◆ Dataset entries:
=== Section Start ===

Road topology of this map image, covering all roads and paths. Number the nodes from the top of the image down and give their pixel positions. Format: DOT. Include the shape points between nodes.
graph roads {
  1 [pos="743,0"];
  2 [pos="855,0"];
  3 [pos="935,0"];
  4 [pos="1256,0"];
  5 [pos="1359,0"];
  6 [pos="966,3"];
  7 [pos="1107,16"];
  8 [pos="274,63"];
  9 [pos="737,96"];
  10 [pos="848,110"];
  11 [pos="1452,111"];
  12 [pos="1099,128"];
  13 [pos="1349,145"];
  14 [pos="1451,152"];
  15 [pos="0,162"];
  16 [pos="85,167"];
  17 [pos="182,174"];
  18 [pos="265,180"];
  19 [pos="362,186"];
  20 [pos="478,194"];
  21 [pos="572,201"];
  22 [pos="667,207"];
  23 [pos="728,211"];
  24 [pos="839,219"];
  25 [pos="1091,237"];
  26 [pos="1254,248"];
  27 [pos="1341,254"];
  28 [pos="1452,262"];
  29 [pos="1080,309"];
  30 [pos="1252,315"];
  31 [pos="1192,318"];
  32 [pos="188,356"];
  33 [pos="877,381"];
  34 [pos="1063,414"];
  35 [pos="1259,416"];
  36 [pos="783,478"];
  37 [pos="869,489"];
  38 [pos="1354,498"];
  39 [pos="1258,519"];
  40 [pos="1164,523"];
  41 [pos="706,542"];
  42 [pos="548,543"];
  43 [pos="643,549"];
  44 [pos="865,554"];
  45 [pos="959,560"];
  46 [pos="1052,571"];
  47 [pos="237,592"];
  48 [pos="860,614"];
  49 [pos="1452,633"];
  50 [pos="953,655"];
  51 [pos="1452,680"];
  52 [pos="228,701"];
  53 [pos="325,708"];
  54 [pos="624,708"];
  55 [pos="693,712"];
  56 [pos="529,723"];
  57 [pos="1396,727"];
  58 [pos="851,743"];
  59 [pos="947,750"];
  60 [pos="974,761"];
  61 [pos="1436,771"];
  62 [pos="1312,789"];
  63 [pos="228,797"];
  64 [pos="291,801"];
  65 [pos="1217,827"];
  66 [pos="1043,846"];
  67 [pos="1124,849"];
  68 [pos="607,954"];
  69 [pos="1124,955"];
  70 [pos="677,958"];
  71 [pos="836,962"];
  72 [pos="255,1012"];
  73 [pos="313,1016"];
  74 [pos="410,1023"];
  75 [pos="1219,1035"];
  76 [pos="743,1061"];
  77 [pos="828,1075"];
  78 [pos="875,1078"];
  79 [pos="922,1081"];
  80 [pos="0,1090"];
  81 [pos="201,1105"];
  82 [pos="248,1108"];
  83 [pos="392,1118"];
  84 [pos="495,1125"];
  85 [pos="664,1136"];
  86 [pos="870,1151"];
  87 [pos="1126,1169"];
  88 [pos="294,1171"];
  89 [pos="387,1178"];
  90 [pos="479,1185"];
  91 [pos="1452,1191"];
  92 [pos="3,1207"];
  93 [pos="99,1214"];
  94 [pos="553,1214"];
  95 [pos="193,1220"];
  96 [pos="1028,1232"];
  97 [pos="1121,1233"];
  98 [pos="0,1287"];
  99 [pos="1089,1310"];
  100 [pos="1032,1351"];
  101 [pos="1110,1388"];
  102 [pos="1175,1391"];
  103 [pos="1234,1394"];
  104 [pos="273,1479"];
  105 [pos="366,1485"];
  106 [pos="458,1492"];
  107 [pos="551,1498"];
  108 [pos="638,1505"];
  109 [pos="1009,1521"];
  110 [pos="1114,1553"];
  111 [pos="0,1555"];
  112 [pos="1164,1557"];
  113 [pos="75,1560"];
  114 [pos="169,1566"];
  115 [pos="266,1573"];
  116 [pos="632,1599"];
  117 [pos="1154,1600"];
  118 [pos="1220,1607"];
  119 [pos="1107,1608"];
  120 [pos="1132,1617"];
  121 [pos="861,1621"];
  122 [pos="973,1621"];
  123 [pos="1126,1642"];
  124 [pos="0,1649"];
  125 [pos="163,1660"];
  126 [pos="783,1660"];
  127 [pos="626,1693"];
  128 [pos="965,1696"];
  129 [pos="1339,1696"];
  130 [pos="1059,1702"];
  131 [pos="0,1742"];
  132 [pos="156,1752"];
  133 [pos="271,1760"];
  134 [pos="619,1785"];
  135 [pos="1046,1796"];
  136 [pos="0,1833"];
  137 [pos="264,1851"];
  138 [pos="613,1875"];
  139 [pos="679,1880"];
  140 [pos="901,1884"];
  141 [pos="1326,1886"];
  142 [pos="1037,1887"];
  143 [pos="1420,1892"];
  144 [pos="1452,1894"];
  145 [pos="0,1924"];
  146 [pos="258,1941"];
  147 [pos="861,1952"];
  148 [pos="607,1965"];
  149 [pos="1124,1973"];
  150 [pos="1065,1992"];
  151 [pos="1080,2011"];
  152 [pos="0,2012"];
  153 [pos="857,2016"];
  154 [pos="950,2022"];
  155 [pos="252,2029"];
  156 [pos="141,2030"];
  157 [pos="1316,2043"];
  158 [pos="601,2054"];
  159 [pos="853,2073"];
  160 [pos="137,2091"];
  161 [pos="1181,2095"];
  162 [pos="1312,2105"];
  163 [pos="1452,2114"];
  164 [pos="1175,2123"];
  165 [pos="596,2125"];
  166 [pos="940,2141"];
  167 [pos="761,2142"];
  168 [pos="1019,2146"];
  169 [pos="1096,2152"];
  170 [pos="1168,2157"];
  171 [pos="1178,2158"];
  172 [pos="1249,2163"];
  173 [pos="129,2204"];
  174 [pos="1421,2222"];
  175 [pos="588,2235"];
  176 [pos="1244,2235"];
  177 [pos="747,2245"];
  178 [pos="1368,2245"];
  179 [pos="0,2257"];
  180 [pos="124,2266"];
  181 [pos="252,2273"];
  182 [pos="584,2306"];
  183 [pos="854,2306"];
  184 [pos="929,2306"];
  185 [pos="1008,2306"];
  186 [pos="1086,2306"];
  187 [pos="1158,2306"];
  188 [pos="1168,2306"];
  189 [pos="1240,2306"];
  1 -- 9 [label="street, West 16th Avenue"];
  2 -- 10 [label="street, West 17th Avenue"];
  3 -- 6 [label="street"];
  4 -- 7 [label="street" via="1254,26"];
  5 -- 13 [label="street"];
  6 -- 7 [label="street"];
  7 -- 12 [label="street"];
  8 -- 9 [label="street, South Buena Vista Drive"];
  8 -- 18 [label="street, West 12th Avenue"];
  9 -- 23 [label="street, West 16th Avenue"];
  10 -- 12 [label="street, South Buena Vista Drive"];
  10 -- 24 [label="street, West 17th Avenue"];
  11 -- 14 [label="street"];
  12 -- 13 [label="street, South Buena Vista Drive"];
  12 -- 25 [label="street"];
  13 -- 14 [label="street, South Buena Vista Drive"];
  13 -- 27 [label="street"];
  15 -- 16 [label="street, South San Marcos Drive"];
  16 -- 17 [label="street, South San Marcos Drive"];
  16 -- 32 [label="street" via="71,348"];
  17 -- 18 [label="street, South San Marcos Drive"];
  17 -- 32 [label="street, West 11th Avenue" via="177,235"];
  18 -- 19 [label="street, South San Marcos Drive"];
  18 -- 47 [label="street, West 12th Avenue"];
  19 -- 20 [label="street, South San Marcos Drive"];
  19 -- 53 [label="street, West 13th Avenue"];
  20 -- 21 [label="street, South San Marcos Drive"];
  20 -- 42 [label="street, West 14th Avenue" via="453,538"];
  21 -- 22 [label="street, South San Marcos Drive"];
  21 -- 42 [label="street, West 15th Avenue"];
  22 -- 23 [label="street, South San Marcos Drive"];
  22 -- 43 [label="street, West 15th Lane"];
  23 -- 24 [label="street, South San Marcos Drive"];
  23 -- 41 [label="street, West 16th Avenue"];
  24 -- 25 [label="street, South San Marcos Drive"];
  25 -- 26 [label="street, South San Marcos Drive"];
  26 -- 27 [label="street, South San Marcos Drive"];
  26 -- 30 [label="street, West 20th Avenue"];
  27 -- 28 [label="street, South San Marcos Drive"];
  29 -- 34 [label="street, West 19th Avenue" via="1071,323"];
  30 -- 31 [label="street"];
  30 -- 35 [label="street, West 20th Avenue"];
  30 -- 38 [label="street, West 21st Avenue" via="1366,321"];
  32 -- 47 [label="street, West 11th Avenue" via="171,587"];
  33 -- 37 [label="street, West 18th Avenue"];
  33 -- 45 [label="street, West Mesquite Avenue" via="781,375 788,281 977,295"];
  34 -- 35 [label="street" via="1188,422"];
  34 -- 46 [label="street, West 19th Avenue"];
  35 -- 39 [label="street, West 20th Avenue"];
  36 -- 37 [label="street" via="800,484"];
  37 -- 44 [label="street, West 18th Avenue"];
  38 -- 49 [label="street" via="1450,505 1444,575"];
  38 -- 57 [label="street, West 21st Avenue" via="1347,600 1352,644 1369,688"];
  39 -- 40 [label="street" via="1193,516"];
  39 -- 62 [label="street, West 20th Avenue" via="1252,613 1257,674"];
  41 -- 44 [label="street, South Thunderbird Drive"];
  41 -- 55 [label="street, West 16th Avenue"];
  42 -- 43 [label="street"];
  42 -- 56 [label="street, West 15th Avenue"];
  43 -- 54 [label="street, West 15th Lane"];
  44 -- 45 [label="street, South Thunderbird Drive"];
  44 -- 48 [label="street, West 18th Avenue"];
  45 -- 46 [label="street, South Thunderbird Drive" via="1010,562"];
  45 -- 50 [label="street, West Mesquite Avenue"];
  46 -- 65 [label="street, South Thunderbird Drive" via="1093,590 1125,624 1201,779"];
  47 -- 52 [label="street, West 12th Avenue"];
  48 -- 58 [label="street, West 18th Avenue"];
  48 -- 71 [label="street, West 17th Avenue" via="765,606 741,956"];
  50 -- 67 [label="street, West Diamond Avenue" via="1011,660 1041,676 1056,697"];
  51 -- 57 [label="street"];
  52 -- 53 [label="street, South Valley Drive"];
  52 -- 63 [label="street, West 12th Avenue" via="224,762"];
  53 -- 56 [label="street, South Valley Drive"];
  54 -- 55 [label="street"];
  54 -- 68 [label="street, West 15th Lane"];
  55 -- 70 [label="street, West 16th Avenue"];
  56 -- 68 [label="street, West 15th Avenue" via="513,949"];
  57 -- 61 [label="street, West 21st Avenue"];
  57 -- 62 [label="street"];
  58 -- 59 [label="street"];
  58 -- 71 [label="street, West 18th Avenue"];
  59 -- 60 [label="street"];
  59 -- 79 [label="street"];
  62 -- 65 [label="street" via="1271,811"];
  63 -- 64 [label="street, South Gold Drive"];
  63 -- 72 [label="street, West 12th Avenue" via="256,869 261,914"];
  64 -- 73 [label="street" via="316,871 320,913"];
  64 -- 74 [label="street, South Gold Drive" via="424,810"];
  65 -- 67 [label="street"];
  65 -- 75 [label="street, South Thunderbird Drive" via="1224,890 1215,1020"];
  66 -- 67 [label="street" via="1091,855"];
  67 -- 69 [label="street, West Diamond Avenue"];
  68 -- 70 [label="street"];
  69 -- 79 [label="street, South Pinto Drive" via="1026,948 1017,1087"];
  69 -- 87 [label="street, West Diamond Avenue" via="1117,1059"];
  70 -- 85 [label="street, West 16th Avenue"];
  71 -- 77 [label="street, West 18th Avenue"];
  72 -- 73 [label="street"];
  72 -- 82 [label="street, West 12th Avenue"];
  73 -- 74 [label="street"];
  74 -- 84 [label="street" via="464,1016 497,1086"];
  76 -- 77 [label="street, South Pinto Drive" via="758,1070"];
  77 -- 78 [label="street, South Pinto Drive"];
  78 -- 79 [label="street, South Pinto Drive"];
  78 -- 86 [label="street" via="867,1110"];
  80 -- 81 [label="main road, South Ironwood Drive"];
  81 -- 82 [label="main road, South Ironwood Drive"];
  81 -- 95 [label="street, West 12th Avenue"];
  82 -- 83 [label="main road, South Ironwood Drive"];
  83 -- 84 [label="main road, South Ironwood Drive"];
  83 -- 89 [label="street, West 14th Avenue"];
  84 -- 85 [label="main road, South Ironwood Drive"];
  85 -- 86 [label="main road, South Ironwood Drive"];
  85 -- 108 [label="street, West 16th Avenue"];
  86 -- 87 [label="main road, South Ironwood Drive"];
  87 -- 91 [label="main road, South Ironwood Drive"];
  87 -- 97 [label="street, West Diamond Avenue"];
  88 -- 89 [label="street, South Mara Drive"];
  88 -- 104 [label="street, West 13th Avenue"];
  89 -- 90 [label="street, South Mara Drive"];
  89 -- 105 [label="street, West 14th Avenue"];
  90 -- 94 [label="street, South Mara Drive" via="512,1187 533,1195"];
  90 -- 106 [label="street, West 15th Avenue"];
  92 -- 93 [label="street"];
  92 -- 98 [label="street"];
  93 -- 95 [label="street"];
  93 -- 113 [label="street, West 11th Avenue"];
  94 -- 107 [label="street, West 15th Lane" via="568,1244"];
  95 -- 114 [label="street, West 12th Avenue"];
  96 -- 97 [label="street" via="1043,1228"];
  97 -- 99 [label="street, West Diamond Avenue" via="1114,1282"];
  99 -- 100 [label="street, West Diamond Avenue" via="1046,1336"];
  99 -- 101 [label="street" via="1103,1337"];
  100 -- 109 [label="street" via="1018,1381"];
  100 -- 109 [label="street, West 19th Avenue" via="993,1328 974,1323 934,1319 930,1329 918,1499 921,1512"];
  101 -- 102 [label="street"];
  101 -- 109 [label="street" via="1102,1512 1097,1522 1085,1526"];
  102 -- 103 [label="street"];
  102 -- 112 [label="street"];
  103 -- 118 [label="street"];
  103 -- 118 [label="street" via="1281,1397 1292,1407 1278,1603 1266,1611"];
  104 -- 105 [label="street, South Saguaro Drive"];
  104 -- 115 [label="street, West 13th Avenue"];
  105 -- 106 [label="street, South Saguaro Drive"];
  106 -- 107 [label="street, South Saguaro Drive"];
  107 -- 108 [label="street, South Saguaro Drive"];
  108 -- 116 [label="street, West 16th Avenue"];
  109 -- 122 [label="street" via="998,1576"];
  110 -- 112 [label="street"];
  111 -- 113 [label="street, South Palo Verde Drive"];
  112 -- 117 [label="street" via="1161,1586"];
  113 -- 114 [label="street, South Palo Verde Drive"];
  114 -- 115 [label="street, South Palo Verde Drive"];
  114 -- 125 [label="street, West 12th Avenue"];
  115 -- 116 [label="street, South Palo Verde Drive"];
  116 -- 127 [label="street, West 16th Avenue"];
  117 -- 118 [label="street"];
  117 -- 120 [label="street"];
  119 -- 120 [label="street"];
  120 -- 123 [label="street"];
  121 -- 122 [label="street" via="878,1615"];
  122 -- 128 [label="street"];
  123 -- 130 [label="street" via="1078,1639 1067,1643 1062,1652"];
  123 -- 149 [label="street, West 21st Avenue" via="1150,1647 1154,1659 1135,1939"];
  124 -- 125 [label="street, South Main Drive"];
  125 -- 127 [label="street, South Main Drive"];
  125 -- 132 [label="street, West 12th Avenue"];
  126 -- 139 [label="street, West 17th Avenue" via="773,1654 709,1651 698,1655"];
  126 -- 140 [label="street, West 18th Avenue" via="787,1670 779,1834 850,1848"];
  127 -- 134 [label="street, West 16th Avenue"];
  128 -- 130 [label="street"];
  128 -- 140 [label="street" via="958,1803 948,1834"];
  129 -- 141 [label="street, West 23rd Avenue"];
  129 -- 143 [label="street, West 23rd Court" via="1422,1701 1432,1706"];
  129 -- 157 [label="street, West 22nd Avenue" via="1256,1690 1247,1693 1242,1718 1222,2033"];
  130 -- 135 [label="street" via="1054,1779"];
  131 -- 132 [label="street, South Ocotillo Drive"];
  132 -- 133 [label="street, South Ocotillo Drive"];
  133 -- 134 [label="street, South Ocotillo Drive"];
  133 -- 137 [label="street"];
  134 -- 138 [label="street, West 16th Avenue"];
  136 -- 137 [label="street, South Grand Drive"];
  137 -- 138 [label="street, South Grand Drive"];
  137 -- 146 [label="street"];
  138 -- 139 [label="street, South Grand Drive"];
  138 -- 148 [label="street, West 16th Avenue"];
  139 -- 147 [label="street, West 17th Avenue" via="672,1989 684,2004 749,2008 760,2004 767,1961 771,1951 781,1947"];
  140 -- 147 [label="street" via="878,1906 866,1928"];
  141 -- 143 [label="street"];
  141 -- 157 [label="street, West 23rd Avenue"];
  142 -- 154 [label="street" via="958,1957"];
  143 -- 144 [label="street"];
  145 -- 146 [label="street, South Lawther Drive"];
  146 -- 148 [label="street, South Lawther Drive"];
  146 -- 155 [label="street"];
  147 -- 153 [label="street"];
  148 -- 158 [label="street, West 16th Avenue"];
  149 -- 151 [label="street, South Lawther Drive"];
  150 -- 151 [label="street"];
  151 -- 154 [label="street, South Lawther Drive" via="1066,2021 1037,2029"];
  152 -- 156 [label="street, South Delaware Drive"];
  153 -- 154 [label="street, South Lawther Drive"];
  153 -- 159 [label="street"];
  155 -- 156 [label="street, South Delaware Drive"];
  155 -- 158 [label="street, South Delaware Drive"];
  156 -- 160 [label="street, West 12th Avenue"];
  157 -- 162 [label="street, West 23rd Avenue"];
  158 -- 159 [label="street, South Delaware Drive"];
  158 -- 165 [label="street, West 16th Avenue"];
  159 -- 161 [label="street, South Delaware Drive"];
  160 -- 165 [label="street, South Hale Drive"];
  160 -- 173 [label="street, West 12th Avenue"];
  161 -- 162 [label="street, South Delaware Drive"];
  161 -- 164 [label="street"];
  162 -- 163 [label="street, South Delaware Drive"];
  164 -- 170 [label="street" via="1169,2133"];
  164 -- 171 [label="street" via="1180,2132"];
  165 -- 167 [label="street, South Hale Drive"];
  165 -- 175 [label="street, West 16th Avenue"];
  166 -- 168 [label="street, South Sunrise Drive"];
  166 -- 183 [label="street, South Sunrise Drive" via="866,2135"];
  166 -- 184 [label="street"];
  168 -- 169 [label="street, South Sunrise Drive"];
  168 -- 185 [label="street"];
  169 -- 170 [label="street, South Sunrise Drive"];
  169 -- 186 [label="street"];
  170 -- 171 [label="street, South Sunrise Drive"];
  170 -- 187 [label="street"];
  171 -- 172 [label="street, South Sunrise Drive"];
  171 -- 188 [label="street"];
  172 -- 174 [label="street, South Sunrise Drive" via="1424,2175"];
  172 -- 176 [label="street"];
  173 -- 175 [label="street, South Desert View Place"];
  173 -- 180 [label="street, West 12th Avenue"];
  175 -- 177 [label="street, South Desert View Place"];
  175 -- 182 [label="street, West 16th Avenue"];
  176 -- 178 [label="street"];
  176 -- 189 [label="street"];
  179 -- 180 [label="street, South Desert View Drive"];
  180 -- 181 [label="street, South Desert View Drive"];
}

=== Section End ===

◆ Exercise prompt:
Show, from the records above, every line that includes "View".

◆ Answer area:
  173 -- 175 [label="street, South Desert View Place"];
  175 -- 177 [label="street, South Desert View Place"];
  179 -- 180 [label="street, South Desert View Drive"];
  180 -- 181 [label="street, South Desert View Drive"];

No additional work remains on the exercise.